Bob Denard | French mercenary, 78
Bob Denard, 78, a French former mercenary who staged coups and led uprisings across Africa and the Middle East, has died in the Paris area, his family said yesterday.
Bob Denard, 78, a French former mercenary who staged coups and led uprisings across Africa and the Middle East, has died in the Paris area, his family said yesterday.
The cause of death was not immediately announced. He had been known to suffer from Alzheimer's disease and cardiovascular problems.
Once France's top gun for hire, he led uprisings starting in 1961 in Belgian Congo, Nigeria, Angola, Zimbabwe - when it was white-ruled Rhodesia - as well as Iran and Yemen.
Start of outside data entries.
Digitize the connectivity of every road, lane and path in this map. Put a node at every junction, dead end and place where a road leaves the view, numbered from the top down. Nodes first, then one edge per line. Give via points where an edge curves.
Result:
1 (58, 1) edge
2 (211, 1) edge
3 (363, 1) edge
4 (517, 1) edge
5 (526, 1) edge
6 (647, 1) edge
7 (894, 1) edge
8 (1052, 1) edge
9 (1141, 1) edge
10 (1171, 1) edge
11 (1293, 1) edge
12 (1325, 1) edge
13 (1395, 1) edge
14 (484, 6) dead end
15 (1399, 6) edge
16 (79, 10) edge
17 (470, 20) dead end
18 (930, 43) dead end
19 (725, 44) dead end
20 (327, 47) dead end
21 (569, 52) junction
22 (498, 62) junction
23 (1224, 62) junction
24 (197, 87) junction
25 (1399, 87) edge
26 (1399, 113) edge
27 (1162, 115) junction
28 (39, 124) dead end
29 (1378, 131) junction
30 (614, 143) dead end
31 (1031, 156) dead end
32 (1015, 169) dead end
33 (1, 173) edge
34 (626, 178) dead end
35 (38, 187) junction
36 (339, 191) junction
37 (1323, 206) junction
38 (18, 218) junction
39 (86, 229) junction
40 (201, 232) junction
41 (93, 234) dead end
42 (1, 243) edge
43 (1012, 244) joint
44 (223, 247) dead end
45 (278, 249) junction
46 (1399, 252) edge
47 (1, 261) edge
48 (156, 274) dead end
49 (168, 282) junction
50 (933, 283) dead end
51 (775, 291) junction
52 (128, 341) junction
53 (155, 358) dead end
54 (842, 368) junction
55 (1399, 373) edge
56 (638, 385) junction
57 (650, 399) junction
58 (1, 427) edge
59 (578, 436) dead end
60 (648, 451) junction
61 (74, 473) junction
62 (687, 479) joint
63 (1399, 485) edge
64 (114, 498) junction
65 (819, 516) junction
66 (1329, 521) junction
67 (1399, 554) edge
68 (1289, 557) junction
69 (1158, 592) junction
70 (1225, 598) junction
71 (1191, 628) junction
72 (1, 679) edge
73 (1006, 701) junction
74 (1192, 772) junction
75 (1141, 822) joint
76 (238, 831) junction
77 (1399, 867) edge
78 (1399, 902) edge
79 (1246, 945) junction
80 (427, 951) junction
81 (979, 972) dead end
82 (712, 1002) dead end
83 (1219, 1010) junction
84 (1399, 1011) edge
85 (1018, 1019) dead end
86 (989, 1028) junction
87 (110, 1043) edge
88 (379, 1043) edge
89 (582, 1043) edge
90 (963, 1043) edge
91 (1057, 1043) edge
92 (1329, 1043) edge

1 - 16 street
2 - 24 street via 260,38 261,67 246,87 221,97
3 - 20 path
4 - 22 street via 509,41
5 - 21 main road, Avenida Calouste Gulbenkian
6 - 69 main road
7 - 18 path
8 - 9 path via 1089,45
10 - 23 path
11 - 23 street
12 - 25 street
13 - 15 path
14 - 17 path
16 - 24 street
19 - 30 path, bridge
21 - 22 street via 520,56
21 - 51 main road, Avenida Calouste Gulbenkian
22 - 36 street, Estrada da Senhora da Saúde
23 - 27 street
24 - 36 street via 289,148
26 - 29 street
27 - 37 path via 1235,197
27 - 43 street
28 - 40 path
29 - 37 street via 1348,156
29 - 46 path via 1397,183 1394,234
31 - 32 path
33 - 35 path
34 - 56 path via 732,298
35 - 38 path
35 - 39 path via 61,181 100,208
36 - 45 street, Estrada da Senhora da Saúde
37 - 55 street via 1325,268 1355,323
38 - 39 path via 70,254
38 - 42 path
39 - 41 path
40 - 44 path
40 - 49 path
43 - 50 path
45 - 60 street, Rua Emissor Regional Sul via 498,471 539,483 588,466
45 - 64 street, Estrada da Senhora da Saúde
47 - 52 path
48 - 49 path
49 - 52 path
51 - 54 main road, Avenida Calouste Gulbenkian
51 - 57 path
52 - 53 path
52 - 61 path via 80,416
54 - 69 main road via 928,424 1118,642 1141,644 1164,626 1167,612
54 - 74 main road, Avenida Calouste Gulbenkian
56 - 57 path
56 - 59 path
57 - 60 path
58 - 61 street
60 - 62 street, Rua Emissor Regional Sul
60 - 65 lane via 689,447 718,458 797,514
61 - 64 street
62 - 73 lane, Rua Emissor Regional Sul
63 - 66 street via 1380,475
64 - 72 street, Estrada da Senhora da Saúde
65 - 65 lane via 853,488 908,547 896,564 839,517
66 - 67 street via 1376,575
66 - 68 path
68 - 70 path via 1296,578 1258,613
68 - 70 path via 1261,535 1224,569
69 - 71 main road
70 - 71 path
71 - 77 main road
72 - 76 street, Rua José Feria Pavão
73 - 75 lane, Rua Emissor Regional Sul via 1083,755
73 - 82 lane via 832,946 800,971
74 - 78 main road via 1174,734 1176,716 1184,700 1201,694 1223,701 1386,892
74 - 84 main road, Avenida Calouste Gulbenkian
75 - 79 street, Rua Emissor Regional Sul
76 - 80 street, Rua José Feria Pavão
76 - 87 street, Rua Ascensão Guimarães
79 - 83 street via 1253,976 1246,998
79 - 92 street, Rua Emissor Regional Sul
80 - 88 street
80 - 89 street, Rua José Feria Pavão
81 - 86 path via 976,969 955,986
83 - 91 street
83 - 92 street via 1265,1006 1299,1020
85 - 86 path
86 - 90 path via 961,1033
He claimed France often covertly supported his actions.
Mr. Denard, whose real name was Gilbert Bourgeaud, staged at least three coups on the Comoros, an impoverished chain of islands in the Indian Ocean which he ruled through figurehead presidents from 1978 to 1989 - when France negotiated his departure.
Last year, he was handed a five-year suspended prison term by a French court for his role in a failed 1995 coup in the Comoros. He was convicted for leading about 30 French mercenaries ashore in an overnight raid in an attempt to overthrow then-President Said Djohar.
A week later, French troops, acting in the name of a bilateral defense accord between France and the Comoros, freed Djohar and took the mercenaries captive.
In May 1999, Mr. Denard was acquitted in the 1989 assassination of Comoros President Ahmed Abdallah, who was shot to death in his office in Moroni, the capital.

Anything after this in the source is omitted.